**RECORDS FOR THIS TASK:**
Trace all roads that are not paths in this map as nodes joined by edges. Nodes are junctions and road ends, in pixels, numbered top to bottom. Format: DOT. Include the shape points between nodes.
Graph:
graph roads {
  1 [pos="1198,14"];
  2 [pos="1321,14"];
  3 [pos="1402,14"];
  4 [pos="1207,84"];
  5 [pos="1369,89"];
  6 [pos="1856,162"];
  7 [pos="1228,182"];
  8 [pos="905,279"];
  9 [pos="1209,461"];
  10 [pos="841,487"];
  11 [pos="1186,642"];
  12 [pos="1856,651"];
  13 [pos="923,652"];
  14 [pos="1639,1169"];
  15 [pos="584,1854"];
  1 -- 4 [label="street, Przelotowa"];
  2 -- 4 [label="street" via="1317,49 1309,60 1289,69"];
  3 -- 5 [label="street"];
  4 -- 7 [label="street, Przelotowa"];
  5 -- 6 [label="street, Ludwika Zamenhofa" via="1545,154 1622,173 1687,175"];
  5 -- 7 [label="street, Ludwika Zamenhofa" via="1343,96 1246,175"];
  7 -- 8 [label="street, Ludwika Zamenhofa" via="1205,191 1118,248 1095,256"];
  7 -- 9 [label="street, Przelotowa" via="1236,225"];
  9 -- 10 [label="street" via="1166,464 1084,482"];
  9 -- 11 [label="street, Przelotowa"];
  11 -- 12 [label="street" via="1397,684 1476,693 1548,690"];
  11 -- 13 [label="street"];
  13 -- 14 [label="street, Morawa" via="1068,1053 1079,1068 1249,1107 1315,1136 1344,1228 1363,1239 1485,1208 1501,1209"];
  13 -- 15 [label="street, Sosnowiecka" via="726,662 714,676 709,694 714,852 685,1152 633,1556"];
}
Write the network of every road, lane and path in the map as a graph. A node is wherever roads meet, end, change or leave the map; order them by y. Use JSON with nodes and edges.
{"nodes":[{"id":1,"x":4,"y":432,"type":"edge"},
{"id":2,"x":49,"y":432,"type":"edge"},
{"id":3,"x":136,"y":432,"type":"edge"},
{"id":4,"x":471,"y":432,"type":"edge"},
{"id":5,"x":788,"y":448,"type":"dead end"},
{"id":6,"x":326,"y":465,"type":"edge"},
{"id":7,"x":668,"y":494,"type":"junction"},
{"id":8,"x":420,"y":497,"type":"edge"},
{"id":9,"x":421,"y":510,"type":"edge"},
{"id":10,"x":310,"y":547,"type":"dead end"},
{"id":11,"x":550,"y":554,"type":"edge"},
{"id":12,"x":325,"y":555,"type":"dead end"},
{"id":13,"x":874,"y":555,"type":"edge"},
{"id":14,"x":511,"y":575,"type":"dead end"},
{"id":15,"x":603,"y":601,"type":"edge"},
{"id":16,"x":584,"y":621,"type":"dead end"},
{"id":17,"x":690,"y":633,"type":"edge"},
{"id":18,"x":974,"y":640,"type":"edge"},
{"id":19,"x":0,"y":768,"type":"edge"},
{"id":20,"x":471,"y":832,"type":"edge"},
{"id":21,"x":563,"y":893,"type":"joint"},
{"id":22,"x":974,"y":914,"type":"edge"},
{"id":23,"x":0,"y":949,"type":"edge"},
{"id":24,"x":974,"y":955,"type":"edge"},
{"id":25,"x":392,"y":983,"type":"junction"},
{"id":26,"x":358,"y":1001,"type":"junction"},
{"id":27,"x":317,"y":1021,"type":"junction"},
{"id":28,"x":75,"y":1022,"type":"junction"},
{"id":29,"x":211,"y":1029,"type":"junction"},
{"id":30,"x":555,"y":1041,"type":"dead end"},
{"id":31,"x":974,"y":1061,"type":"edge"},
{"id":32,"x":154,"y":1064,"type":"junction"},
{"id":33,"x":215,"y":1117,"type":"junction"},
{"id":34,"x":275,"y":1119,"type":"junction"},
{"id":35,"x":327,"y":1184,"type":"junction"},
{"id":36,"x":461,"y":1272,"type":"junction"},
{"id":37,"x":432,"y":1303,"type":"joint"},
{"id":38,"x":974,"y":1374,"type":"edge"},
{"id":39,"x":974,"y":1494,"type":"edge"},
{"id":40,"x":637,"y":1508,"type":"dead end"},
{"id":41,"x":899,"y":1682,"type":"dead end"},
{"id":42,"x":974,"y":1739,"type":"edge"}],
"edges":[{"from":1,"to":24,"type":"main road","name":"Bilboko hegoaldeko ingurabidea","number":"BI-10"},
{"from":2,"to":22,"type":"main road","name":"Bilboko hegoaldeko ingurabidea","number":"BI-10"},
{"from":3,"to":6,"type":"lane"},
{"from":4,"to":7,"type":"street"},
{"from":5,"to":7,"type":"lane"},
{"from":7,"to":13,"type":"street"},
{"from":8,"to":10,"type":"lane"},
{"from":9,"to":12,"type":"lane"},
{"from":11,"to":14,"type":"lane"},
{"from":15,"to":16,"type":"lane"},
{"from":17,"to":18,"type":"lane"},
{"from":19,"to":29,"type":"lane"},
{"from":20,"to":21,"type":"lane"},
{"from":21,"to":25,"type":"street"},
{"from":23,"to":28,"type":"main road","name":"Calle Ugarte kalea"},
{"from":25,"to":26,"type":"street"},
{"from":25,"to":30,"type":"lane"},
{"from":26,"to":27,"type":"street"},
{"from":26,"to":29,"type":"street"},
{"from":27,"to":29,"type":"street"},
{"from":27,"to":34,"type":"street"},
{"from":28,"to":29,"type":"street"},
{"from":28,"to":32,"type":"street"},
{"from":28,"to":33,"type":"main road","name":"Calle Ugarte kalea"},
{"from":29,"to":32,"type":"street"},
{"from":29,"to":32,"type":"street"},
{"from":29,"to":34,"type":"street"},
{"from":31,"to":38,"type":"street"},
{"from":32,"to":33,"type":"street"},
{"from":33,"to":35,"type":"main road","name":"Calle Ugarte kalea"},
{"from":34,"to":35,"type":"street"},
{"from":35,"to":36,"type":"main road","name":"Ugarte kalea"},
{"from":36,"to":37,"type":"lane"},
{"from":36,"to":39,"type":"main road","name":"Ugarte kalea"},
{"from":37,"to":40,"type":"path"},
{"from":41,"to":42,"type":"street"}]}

**WHAT YOU HAVE TO DO:** From beginning to end, the data must be duplicated exactly.

**YOUR RESPONSE:**
Trace all roads that are not paths in this map as nodes joined by edges. Nodes are junctions and road ends, in pixels, numbered top to bottom. Format: DOT. Include the shape points between nodes.
Graph:
graph roads {
  1 [pos="1198,14"];
  2 [pos="1321,14"];
  3 [pos="1402,14"];
  4 [pos="1207,84"];
  5 [pos="1369,89"];
  6 [pos="1856,162"];
  7 [pos="1228,182"];
  8 [pos="905,279"];
  9 [pos="1209,461"];
  10 [pos="841,487"];
  11 [pos="1186,642"];
  12 [pos="1856,651"];
  13 [pos="923,652"];
  14 [pos="1639,1169"];
  15 [pos="584,1854"];
  1 -- 4 [label="street, Przelotowa"];
  2 -- 4 [label="street" via="1317,49 1309,60 1289,69"];
  3 -- 5 [label="street"];
  4 -- 7 [label="street, Przelotowa"];
  5 -- 6 [label="street, Ludwika Zamenhofa" via="1545,154 1622,173 1687,175"];
  5 -- 7 [label="street, Ludwika Zamenhofa" via="1343,96 1246,175"];
  7 -- 8 [label="street, Ludwika Zamenhofa" via="1205,191 1118,248 1095,256"];
  7 -- 9 [label="street, Przelotowa" via="1236,225"];
  9 -- 10 [label="street" via="1166,464 1084,482"];
  9 -- 11 [label="street, Przelotowa"];
  11 -- 12 [label="street" via="1397,684 1476,693 1548,690"];
  11 -- 13 [label="street"];
  13 -- 14 [label="street, Morawa" via="1068,1053 1079,1068 1249,1107 1315,1136 1344,1228 1363,1239 1485,1208 1501,1209"];
  13 -- 15 [label="street, Sosnowiecka" via="726,662 714,676 709,694 714,852 685,1152 633,1556"];
}
Write the network of every road, lane and path in the map as a graph. A node is wherever roads meet, end, change or leave the map; order them by y. Use JSON with nodes and edges.
{"nodes":[{"id":1,"x":4,"y":432,"type":"edge"},
{"id":2,"x":49,"y":432,"type":"edge"},
{"id":3,"x":136,"y":432,"type":"edge"},
{"id":4,"x":471,"y":432,"type":"edge"},
{"id":5,"x":788,"y":448,"type":"dead end"},
{"id":6,"x":326,"y":465,"type":"edge"},
{"id":7,"x":668,"y":494,"type":"junction"},
{"id":8,"x":420,"y":497,"type":"edge"},
{"id":9,"x":421,"y":510,"type":"edge"},
{"id":10,"x":310,"y":547,"type":"dead end"},
{"id":11,"x":550,"y":554,"type":"edge"},
{"id":12,"x":325,"y":555,"type":"dead end"},
{"id":13,"x":874,"y":555,"type":"edge"},
{"id":14,"x":511,"y":575,"type":"dead end"},
{"id":15,"x":603,"y":601,"type":"edge"},
{"id":16,"x":584,"y":621,"type":"dead end"},
{"id":17,"x":690,"y":633,"type":"edge"},
{"id":18,"x":974,"y":640,"type":"edge"},
{"id":19,"x":0,"y":768,"type":"edge"},
{"id":20,"x":471,"y":832,"type":"edge"},
{"id":21,"x":563,"y":893,"type":"joint"},
{"id":22,"x":974,"y":914,"type":"edge"},
{"id":23,"x":0,"y":949,"type":"edge"},
{"id":24,"x":974,"y":955,"type":"edge"},
{"id":25,"x":392,"y":983,"type":"junction"},
{"id":26,"x":358,"y":1001,"type":"junction"},
{"id":27,"x":317,"y":1021,"type":"junction"},
{"id":28,"x":75,"y":1022,"type":"junction"},
{"id":29,"x":211,"y":1029,"type":"junction"},
{"id":30,"x":555,"y":1041,"type":"dead end"},
{"id":31,"x":974,"y":1061,"type":"edge"},
{"id":32,"x":154,"y":1064,"type":"junction"},
{"id":33,"x":215,"y":1117,"type":"junction"},
{"id":34,"x":275,"y":1119,"type":"junction"},
{"id":35,"x":327,"y":1184,"type":"junction"},
{"id":36,"x":461,"y":1272,"type":"junction"},
{"id":37,"x":432,"y":1303,"type":"joint"},
{"id":38,"x":974,"y":1374,"type":"edge"},
{"id":39,"x":974,"y":1494,"type":"edge"},
{"id":40,"x":637,"y":1508,"type":"dead end"},
{"id":41,"x":899,"y":1682,"type":"dead end"},
{"id":42,"x":974,"y":1739,"type":"edge"}],
"edges":[{"from":1,"to":24,"type":"main road","name":"Bilboko hegoaldeko ingurabidea","number":"BI-10"},
{"from":2,"to":22,"type":"main road","name":"Bilboko hegoaldeko ingurabidea","number":"BI-10"},
{"from":3,"to":6,"type":"lane"},
{"from":4,"to":7,"type":"street"},
{"from":5,"to":7,"type":"lane"},
{"from":7,"to":13,"type":"street"},
{"from":8,"to":10,"type":"lane"},
{"from":9,"to":12,"type":"lane"},
{"from":11,"to":14,"type":"lane"},
{"from":15,"to":16,"type":"lane"},
{"from":17,"to":18,"type":"lane"},
{"from":19,"to":29,"type":"lane"},
{"from":20,"to":21,"type":"lane"},
{"from":21,"to":25,"type":"street"},
{"from":23,"to":28,"type":"main road","name":"Calle Ugarte kalea"},
{"from":25,"to":26,"type":"street"},
{"from":25,"to":30,"type":"lane"},
{"from":26,"to":27,"type":"street"},
{"from":26,"to":29,"type":"street"},
{"from":27,"to":29,"type":"street"},
{"from":27,"to":34,"type":"street"},
{"from":28,"to":29,"type":"street"},
{"from":28,"to":32,"type":"street"},
{"from":28,"to":33,"type":"main road","name":"Calle Ugarte kalea"},
{"from":29,"to":32,"type":"street"},
{"from":29,"to":32,"type":"street"},
{"from":29,"to":34,"type":"street"},
{"from":31,"to":38,"type":"street"},
{"from":32,"to":33,"type":"street"},
{"from":33,"to":35,"type":"main road","name":"Calle Ugarte kalea"},
{"from":34,"to":35,"type":"street"},
{"from":35,"to":36,"type":"main road","name":"Ugarte kalea"},
{"from":36,"to":37,"type":"lane"},
{"from":36,"to":39,"type":"main road","name":"Ugarte kalea"},
{"from":37,"to":40,"type":"path"},
{"from":41,"to":42,"type":"street"}]}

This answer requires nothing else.